BlackRock collaborates with Coinbase, providing institutional investors access to Bitcoin through Coinbase Custody Trust Company as the custodian. This partnership showcases the increasing interest of traditional financial institutions in the crypto market, offering institutional investors a trusted entry point with BlackRock’s involvement.

While the precise start date of their affiliation remains uncertain, it is believed to have commenced in the second quarter of 2022. Coinbase’s role is critical in ensuring market integrity and overseeing potential market manipulation through a “surveillance-sharing” agreement. 
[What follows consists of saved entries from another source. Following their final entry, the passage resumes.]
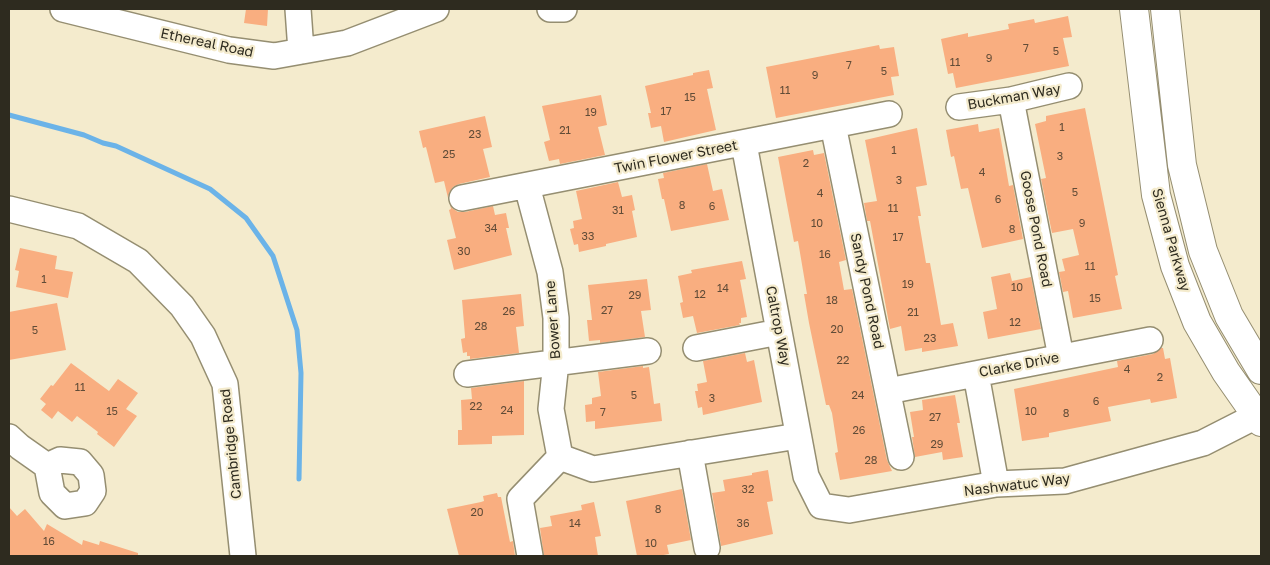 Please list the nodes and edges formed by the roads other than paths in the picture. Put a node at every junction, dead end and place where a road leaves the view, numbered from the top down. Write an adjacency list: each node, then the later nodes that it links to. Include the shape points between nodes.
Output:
1 (63, 9): 8 (street, Ethereal Road)
2 (298, 9): 9 (street)
3 (436, 9): 9 (street, Ethereal Road, via 347,43)
4 (550, 9): 5 (street)
5 (564, 9)
6 (1134, 9): 29 (main road, Sienna Parkway, via 1156,195 1175,266 1197,322 1226,372)
7 (1165, 9): 25 (main road, Sienna Parkway, via 1182,165 1203,251 1229,316)
8 (92, 12): 9 (street, Ethereal Road, via 229,50 274,56)
9 (301, 51)
10 (1069, 86): 11 (street, Buckman Way)
11 (1011, 100): 12 (street, Buckman Way); 23 (street, Goose Pond Road)
12 (959, 107)
13 (889, 114): 14 (street, Twin Flower Street)
14 (833, 125): 15 (street, Twin Flower Street); 28 (street, Sandy Pond Road)
15 (744, 144): 16 (street, Twin Flower Street); 19 (street, Caltrop Way)
16 (527, 186): 17 (street, Twin Flower Street); 24 (street, Bower Lane, via 550,272 556,318)
17 (462, 198)
18 (9, 210): 39 (street, Cambridge Road, via 78,226 138,261 182,306 203,336 225,384)
19 (779, 332): 21 (street); 30 (street, Caltrop Way)
20 (1150, 340): 23 (street, Clarke Drive)
21 (696, 348)
22 (648, 351): 24 (street)
23 (1061, 357): 27 (street, Clarke Drive)
24 (556, 362): 26 (street); 33 (street, Bower Lane, via 551,409)
25 (1261, 370)
26 (467, 374)
27 (976, 374): 28 (street, Clarke Drive); 36 (street)
28 (888, 391): 34 (street, Sandy Pond Road)
29 (1259, 416): 36 (street, Nashwatuc Way, via 1203,443 1065,481)
30 (798, 436): 32 (street); 37 (street, Caltrop Way, via 806,476)
31 (9, 437): 35 (street)
32 (690, 454): 33 (street, via 592,469); 38 (street)
33 (560, 457): 40 (street, via 520,499)
34 (901, 457)
35 (47, 466)
36 (996, 484): 37 (street, Nashwatuc Way, via 849,510)
37 (821, 506)
38 (707, 548)
39 (243, 556)
40 (530, 556)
Designed for institutions, Coinbase Prime provides a comprehensive suite of services, including advanced agency trading, custody, prime financing, staking, and infrastructure, along with data and reporting capabilities to support the entire transaction lifecycle.


As we look to the future of Bitcoin, the emergence of ETFs, particularly with BlackRock’s involvement, signals a pivotal moment in the cryptocurrency’s journey. The approval of Bitcoin ETFs may lead to increased institutional adoption, market stability, and enhanced transparency. 

As traditional finance institutions like BlackRock step into the crypto space, they bring credibility and attract more investors. The combination of ETFs and BlackRock’s expertise creates an avenue for broader participation, solidifying Bitcoin’s position as a mature asset class, poised to enter a new phase of growth and acceptance on a global scale.


Will BlackRock’s Bitcoin ETF lead to increased institutional adoption of cryptocurrencies? 

Yes, if approved, the ETF could encourage more institutions to enter the crypto market, legitimizing Bitcoin and attracting more investors.

How might BlackRock’s ETF benefit investors? 

BlackRock’s Bitcoin ETF offers diversification opportunities and a transparent way to invest in Bitcoin without handling actual cryptocurrencies.

What are the potential drawbacks of BlackRock’s Bitcoin ETF? 

Investors should be aware of potential drawbacks with BlackRock’s Bitcoin ETF, including, regulatory hurdles, potential impact on the Bitcoin network decentralization, and uncertain ETF approval timelines are some concerns.

How does BlackRock’s affiliation with Coinbase impact the crypto market?

BlackRock’s collaboration with Coinbase reflects growing institutional interest, enhancing market integrity and oversight of potential market manipulation.